Willamette Weekend: 16 Things to Do and See in Portland, Dec. 26-28

Friday, Dec. 26

The Von Trapps

[THE HILLS ARE ALIVE] Turns out all that stuff in The Sound of Music—Julie Andrews, problems like Maria, "Edelweiss," etc.—actually happened. In September 1938, the von Trapp family fled Nazi-occupied Austria and toured the U.S. as the "Trapp Family Singers." Seventy-five years later, the great-grandchildren of Maria and Georg von Trapp continue to perform under the family name. All four—Sofia, Melanie, Amanda and August—are singers, and lend their precise harmonies to songs across the stylistic spectrum, from classical to Motown to the traditional Chinese New Year song "Gong Xi," which they recorded while in China this year. This spring, they put out Dream a Little Dream with your mom's favorite Portland band, Pink Martini. Yeah, they do "Edelweiss." And yeah, it's beautiful enough to make even the most hardened bartender shed a tear. JAMES HELMSWORTH. Mississippi Studios, 3939 N Mississippi Ave., 288-3895. 6:30 and 9 pm. Early show sold out. Late show is $13 advance, $15 day of show. 21+.

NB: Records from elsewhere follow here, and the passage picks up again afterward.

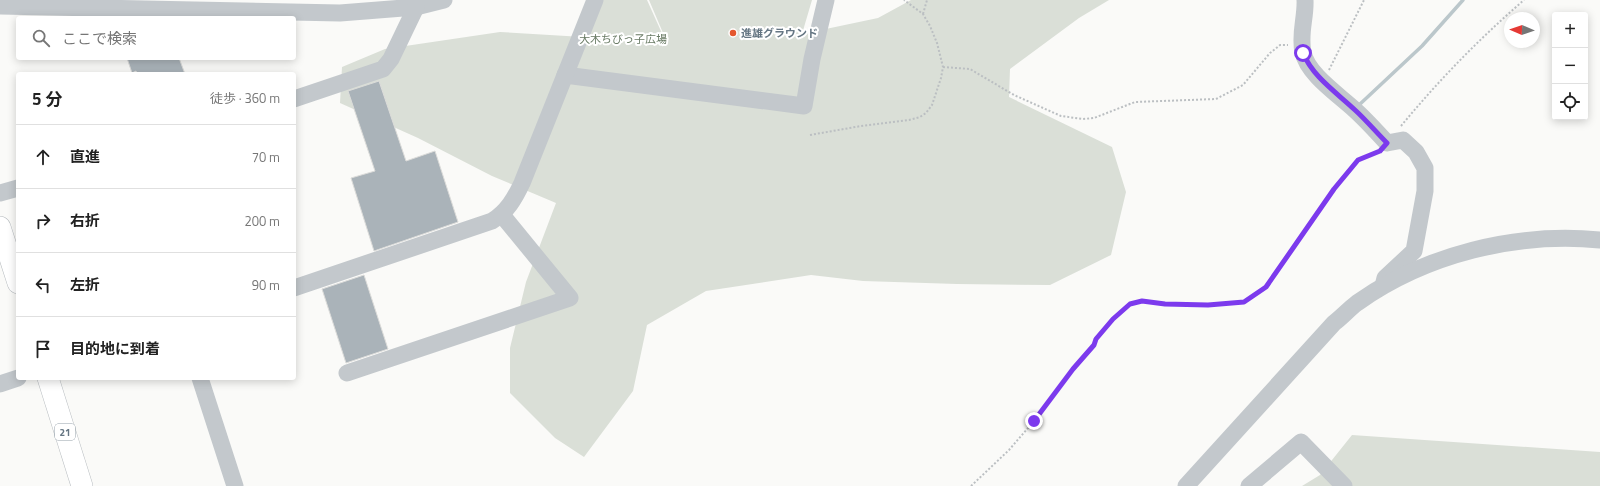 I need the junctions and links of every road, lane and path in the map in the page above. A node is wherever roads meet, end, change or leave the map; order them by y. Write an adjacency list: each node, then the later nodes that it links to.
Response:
1 (444, 0): 11 (street)
2 (595, 0): 15 (street)
3 (826, 0): 15 (street)
4 (904, 0): 12 (path)
5 (927, 0): 12 (path)
6 (1305, 0): 16 (street)
7 (1364, 0): 16 (path)
8 (1524, 0): 19 (path)
9 (0, 6): 10 (street)
10 (341, 7): 11 (street)
11 (416, 7): 17 (street)
12 (923, 14): 14 (path)
13 (1292, 50): 14 (path)
14 (943, 67): 18 (path)
15 (565, 75): 22 (street)
16 (1321, 80): 19 (street)
17 (296, 98)
18 (810, 135)
19 (1387, 143): 27 (street); 35 (path)
20 (16, 189): 21 (street)
21 (0, 193)
22 (502, 215): 26 (street); 28 (street)
23 (0, 227): 25 (main road)
24 (1600, 240): 27 (street)
25 (16, 277)
26 (296, 287)
27 (1382, 287): 36 (street)
28 (347, 373)
29 (16, 379): 32 (street)
30 (49, 380): 33 (main road, 21)
31 (201, 380): 34 (street)
32 (0, 384)
33 (82, 486)
34 (235, 486)
35 (971, 486)
36 (1186, 486)
37 (1249, 486): 38 (street)
38 (1344, 486) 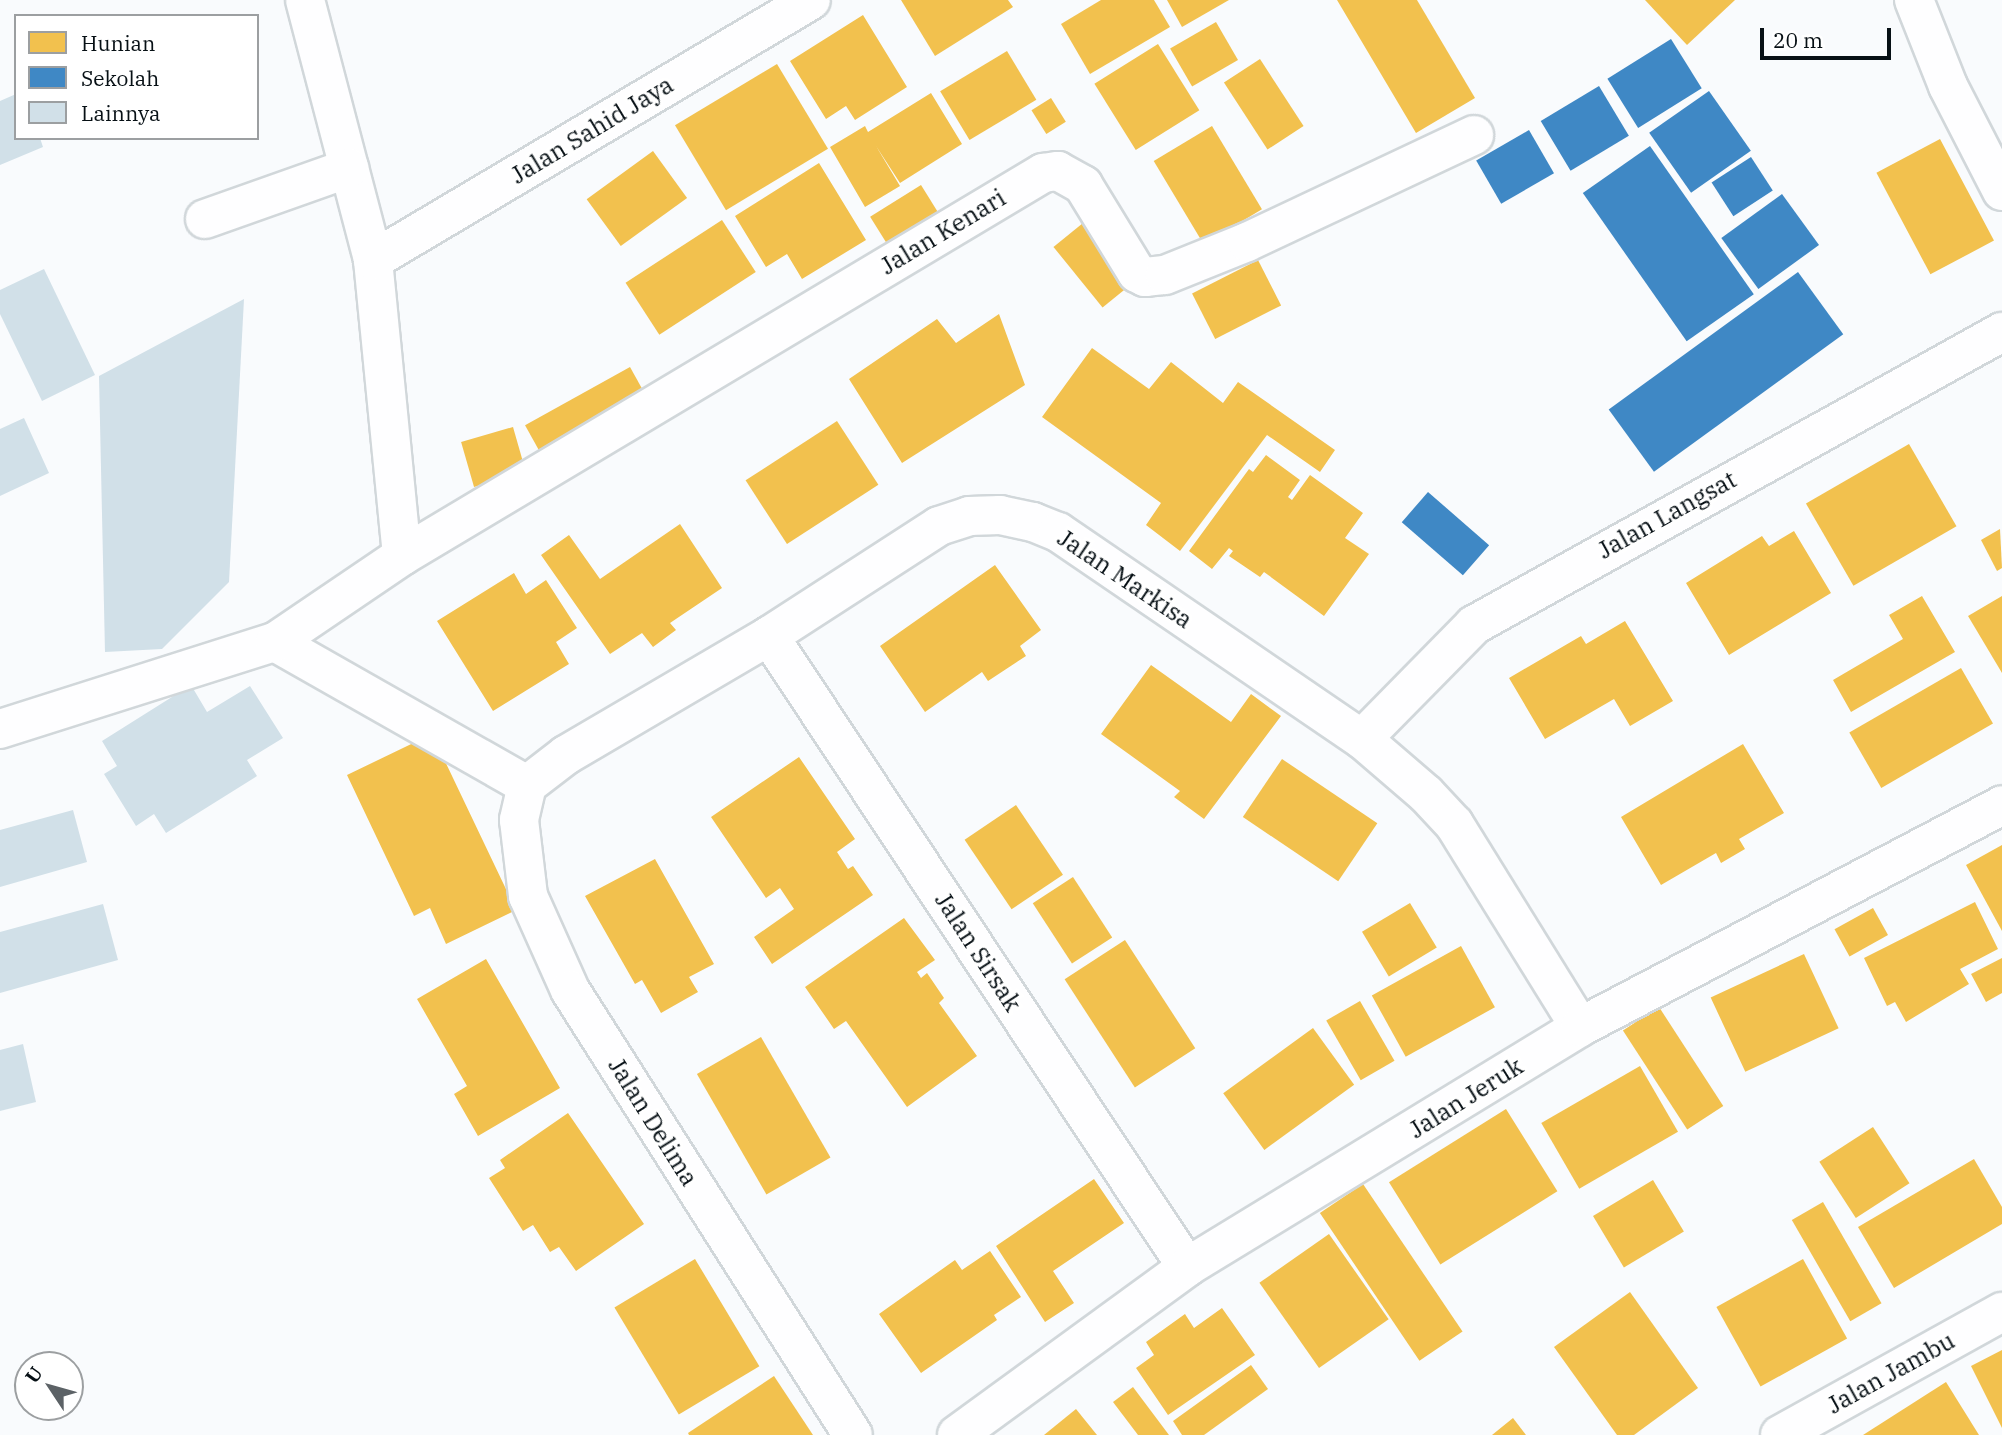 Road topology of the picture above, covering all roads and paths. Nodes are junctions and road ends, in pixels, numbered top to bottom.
1 (304, 0) edge
2 (811, 0) edge
3 (1914, 0) edge
4 (1474, 135) dead end
5 (349, 168) junction
6 (2002, 191) edge
7 (205, 219) dead end
8 (373, 260) junction
9 (2002, 331) edge
10 (402, 556) junction
11 (769, 636) junction
12 (275, 642) junction
13 (0, 729) edge
14 (1362, 740) junction
15 (527, 785) junction
16 (2002, 805) edge
17 (1580, 1027) junction
18 (1187, 1267) junction
19 (2002, 1312) edge
20 (853, 1435) edge
21 (957, 1435) edge
22 (1780, 1435) edge

1 - 5 street
2 - 8 street, Jalan Sahid Jaya
3 - 6 street
4 - 10 street, Jalan Kenari
5 - 7 street
5 - 8 street
8 - 10 street
9 - 14 street, Jalan Langsat
10 - 12 street
11 - 14 street, Jalan Markisa
11 - 15 street, Jalan Markisa
11 - 18 street, Jalan Sirsak
12 - 13 street
12 - 15 street
14 - 17 street, Jalan Markisa
15 - 20 street, Jalan Delima
16 - 17 street, Jalan Jeruk
17 - 18 street, Jalan Jeruk
18 - 21 street, Jalan Jeruk
19 - 22 street, Jalan Jambu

[THE REAL MCCOY] Naming your band after a tiny village in Ireland could be read as a twee affectation, like wearing a derby or naming your backing band "and Sons." Or it could mean that you're someone that's done a lot of research into the roots of your preferred music, so you know what you're talking—and singing—about. While the the jury's still out on every other band that's named after a municipality in County Cork, Castletown falls into the latter category. The sound is a callback to late-'60s British folk, a seamless, low-key blend of Celtic, Americana and bluegrass. At the forefront is singer-guitarist Robert Ritcher, whose deep and pleasantly weathered voice sings songs of lighthouses and fair maidens that are far more convincing than that of most derby-doffing radio denizens. JAMES HELMSWORTH. Torta-landia, 4144 SE 60th Ave., 445-9966. 7 pm. Free. All ages.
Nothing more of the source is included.